ABSTRACT We have developed 18 F‐ trans ‐Mefway ( 18 F‐Mefway) for positron emission tomography (PET) imaging studies of serotonin 5‐HT 1A receptors which are implicated in various brain functions. Translation of imaging the 5‐HT 1A receptor in animal models to humans will facilitate an understanding of the role of the receptor in human brain disorders. We report comparative brain distribution of 18 F‐Mefway in normal mice, rats, monkeys, and healthy human volunteers. Mefway was found to be very selective, with subnanomolar affinity for the 5‐HT 1A receptor.
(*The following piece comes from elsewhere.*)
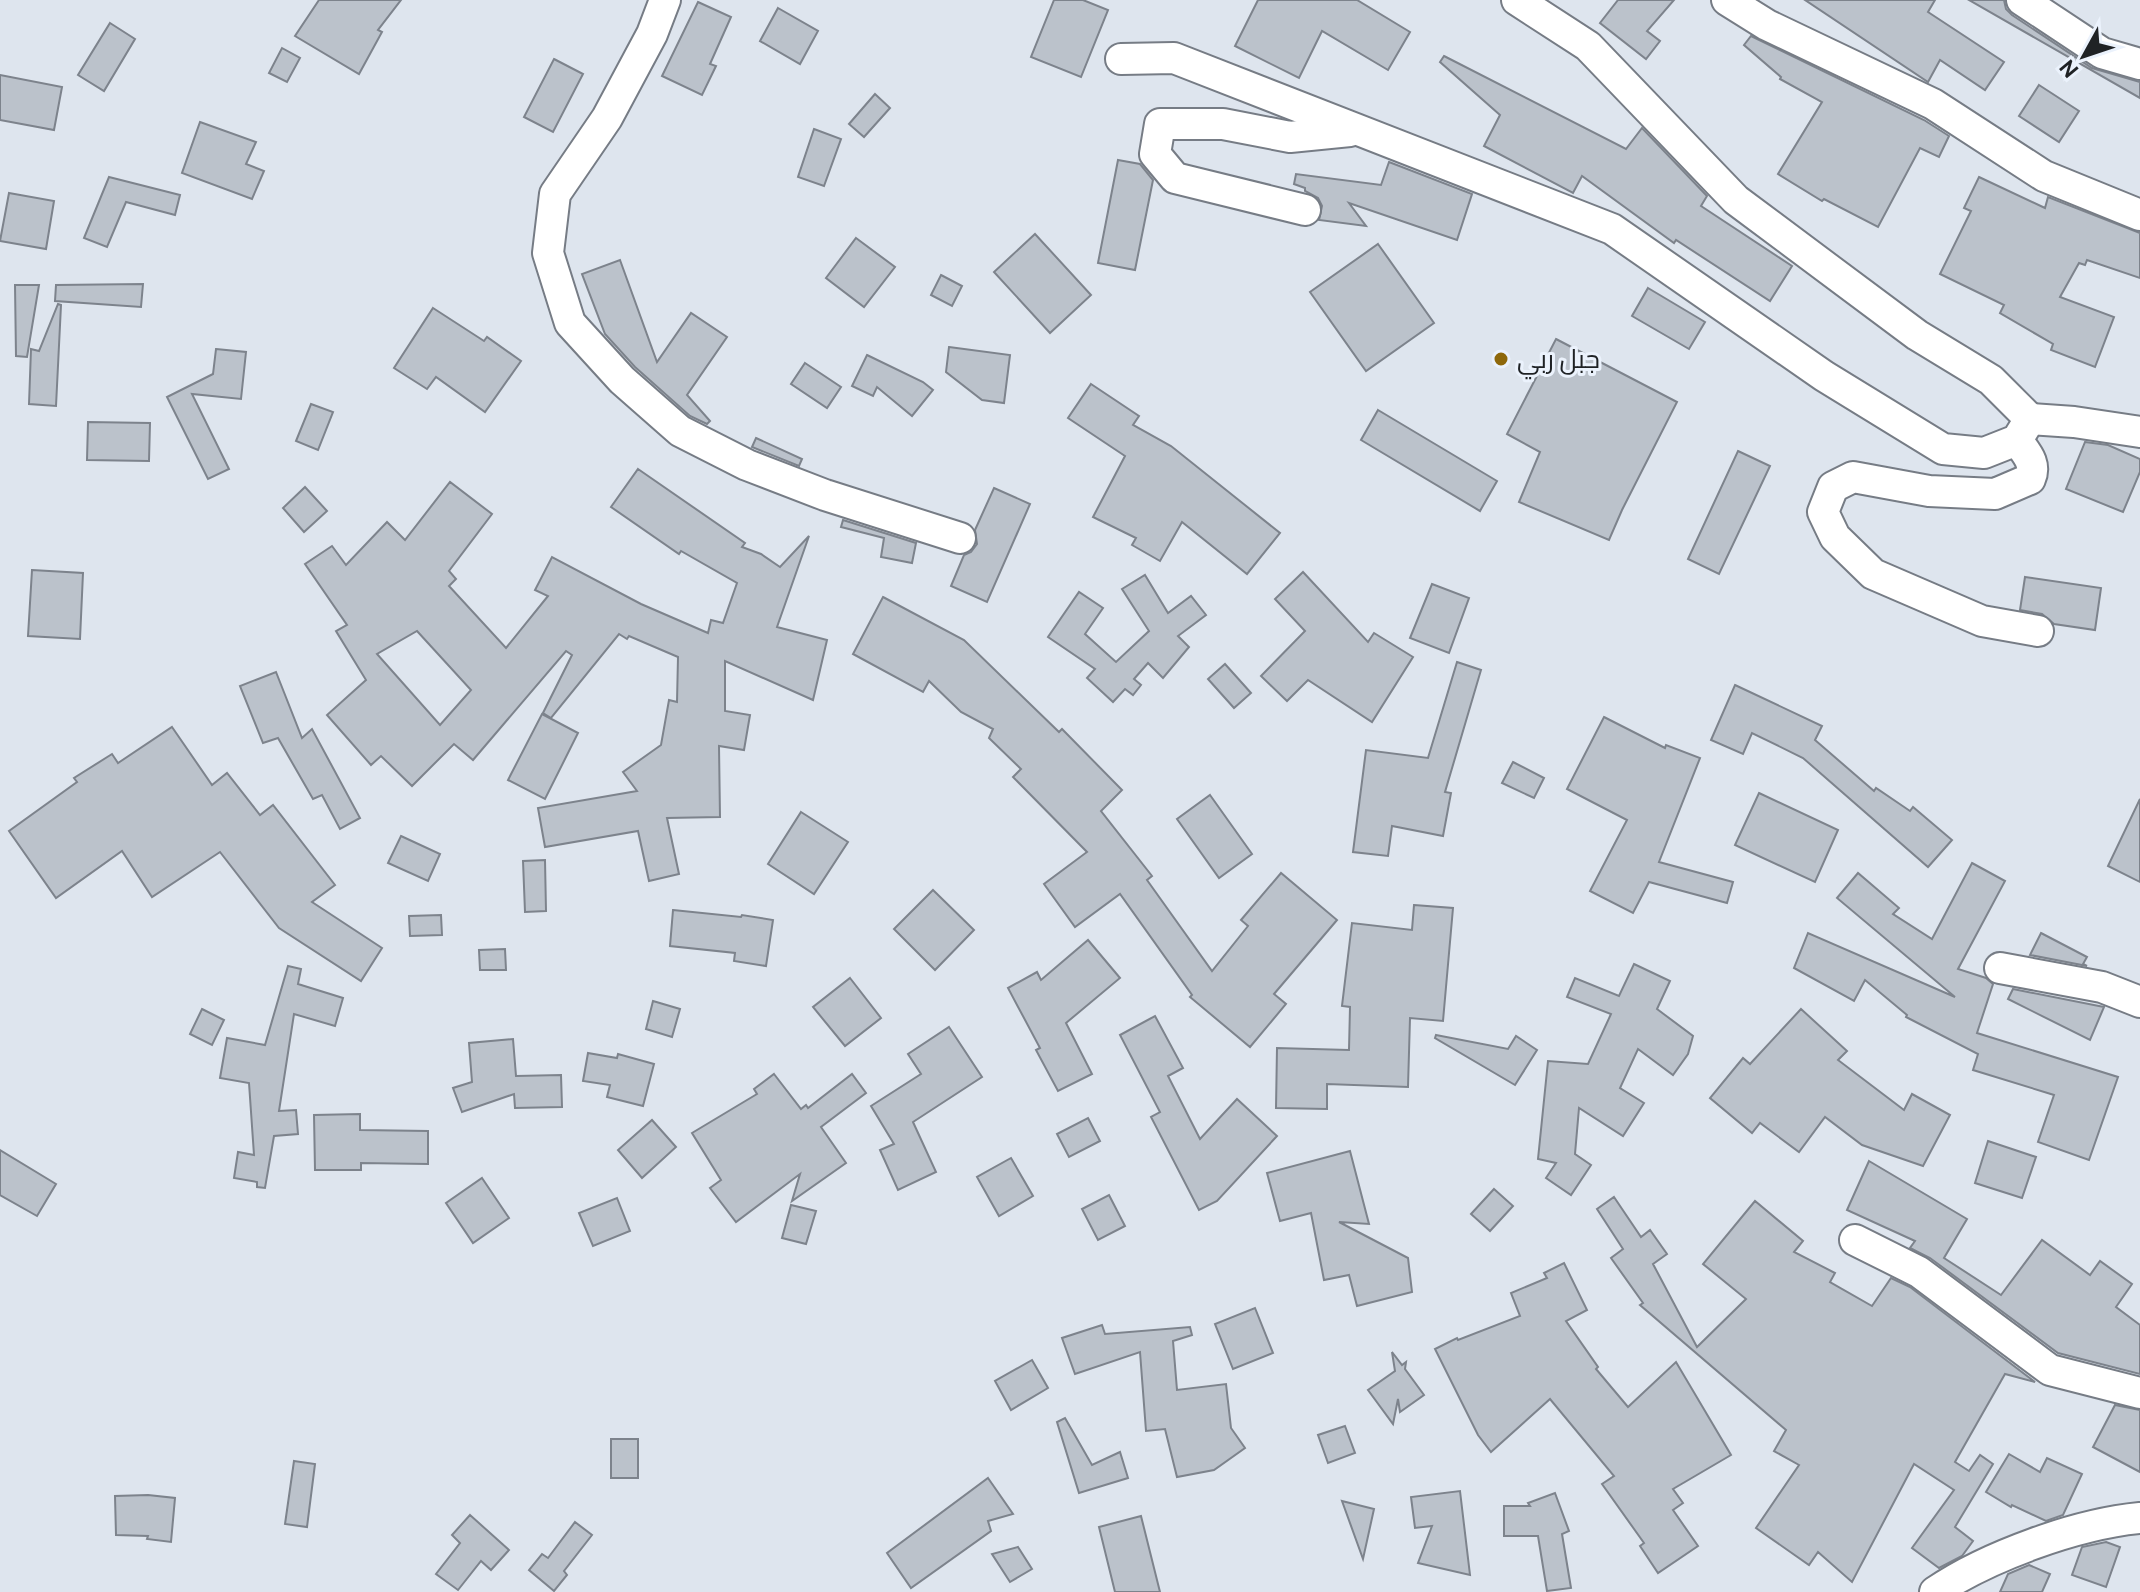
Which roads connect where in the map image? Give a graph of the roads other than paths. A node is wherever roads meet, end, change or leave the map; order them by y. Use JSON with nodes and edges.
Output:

Affinities of >55 nM were found for all other human‐cloned receptor subtypes tested. Mefway was found to be a poor substrate (>30 μM) for the multidrug resistance 1 protein, suggesting low likelihood of brain uptake being affected by P‐glycoprotein. Cerebellum was used as a reference region in all imaging studies across all species due to the low levels of 18 F‐Mefway binding. Consistent binding of 18 F‐Mefway in cortical regions, hippocampus, and raphe was observed across all species. 18 F‐Mefway in the human brain regions correlated with the known postmortem distribution of 5‐HT 1A receptors. Quantitation of raphe was affected by the resolution of the PET scanners in rodents, whereas monkeys and humans showed a raphe to cerebellum ratio of approximately 3. 18 F‐Mefway appears to be an effective 5‐HT 1A receptor imaging agent in all models, including humans. 18 F‐Mefway therefore may be used to quantify 5‐HT 1A receptor distribution in brain regions for the study of various CNS disorders. J. Comp. Neurol. 524:1457–1471, 2016. © 2015 Wiley Periodicals, Inc.